(Collection entries)
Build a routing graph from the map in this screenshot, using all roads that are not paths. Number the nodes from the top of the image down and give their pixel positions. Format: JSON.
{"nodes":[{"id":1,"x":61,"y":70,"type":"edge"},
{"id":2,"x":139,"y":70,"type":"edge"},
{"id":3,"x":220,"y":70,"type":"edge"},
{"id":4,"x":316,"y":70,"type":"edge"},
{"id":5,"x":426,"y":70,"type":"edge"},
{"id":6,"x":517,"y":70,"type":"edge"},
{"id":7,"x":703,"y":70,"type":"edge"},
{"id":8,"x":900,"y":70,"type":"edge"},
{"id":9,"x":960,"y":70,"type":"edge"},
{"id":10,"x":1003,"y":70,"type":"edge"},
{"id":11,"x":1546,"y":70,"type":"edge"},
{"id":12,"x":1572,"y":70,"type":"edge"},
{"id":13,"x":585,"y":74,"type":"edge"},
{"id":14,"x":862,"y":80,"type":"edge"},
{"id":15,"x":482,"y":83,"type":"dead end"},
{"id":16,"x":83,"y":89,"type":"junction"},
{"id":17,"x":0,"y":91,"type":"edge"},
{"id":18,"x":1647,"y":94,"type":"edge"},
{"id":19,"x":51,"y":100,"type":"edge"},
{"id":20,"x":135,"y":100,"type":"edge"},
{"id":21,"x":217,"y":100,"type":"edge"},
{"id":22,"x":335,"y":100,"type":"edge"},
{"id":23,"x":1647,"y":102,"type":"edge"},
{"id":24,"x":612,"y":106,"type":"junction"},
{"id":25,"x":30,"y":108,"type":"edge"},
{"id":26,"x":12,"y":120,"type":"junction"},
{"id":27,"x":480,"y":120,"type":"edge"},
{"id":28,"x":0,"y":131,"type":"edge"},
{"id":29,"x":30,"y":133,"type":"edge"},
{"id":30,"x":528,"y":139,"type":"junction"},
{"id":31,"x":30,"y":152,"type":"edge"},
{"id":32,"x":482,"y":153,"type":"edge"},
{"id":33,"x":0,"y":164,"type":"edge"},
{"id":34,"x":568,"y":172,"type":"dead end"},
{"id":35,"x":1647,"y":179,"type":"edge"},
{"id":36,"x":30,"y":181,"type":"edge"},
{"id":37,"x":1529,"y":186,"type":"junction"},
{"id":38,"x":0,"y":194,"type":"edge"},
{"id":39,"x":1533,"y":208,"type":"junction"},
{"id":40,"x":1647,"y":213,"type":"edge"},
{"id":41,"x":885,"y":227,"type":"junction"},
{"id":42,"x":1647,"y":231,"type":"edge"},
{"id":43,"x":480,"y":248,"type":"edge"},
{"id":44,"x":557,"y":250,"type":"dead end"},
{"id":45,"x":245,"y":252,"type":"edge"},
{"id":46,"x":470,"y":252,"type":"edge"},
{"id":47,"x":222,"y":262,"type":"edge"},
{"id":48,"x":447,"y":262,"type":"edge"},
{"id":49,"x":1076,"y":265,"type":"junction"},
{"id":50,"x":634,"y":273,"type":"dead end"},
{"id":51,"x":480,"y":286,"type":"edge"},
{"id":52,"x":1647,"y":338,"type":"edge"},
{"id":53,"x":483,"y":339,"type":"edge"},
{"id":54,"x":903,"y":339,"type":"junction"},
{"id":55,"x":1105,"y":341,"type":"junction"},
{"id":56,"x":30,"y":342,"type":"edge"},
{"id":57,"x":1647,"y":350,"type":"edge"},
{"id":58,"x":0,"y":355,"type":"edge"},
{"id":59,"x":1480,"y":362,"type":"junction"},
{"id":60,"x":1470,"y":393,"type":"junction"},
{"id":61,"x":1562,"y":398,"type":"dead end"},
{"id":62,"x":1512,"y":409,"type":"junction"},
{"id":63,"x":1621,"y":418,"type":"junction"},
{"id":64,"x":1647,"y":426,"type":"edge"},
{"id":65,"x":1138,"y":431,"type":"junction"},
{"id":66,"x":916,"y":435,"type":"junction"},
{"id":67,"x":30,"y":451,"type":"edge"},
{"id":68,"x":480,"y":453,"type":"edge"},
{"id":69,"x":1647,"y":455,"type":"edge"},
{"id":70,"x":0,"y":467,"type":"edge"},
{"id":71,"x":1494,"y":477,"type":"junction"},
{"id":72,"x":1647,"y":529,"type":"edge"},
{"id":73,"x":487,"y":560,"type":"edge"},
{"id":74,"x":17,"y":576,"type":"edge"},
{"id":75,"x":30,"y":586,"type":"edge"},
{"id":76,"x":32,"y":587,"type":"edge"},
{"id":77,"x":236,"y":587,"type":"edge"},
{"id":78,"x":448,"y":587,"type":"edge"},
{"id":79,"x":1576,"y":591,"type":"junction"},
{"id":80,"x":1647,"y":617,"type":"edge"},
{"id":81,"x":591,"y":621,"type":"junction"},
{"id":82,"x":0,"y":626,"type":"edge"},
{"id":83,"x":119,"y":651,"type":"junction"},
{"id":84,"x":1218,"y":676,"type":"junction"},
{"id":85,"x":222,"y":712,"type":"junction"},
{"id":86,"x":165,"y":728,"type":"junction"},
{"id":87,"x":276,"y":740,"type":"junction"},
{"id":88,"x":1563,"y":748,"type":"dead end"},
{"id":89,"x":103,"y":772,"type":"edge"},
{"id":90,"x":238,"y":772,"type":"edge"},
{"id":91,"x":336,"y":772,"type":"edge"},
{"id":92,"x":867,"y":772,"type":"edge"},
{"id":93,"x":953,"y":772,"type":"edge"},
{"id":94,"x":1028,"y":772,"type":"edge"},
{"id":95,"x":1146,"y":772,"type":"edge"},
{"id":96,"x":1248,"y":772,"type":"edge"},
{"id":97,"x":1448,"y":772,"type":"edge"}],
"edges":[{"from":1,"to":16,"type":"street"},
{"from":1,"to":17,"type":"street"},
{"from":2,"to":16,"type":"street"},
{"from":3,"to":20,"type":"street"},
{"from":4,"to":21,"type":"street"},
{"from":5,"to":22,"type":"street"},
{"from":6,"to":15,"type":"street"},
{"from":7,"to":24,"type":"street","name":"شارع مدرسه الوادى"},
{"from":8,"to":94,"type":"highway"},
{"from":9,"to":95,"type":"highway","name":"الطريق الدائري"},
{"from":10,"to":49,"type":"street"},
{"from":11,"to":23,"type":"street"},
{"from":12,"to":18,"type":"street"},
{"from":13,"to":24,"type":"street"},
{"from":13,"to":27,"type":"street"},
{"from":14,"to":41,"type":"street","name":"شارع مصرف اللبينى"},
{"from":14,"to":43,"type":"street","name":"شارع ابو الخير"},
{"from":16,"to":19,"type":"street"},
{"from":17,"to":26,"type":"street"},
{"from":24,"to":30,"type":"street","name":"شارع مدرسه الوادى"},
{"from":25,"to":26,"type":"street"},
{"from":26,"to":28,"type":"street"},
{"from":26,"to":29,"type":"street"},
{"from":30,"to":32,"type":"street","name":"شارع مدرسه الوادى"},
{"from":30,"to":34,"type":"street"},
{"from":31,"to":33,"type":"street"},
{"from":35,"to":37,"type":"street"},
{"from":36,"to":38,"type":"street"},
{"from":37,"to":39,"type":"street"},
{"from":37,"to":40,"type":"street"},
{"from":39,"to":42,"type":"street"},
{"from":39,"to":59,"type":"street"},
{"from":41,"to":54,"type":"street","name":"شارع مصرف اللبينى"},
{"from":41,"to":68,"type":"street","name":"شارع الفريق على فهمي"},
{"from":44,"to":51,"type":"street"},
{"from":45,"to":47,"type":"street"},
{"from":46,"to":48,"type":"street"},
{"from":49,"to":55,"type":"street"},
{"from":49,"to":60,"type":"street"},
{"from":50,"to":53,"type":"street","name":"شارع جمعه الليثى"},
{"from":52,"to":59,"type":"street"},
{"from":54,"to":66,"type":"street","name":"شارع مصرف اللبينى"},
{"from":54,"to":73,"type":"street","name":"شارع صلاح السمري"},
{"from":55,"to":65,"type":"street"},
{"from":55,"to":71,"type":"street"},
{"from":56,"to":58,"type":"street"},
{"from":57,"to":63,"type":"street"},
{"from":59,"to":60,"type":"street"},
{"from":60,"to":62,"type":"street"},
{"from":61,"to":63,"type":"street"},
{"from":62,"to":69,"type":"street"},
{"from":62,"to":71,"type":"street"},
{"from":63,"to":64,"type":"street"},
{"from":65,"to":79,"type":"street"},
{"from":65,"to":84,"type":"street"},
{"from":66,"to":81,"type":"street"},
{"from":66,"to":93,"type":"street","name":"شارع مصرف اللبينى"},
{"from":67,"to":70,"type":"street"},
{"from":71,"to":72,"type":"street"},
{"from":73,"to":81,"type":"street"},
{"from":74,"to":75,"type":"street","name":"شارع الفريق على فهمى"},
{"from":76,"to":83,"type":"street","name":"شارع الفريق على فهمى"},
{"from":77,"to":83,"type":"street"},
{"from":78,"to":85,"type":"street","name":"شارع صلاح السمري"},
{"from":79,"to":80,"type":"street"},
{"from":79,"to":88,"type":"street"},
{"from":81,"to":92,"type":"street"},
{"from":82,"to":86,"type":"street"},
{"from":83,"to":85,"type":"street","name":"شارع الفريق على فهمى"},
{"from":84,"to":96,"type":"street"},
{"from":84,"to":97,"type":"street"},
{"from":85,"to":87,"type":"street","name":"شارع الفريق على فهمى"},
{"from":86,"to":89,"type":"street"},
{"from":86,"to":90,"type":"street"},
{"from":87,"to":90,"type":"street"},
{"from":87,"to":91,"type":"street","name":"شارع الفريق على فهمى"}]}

*WHAT YOU WILL DO*: Among the entries, count how many lines hold the string "highway", then state only that number.

*EXPECTED OUTPUT*: 2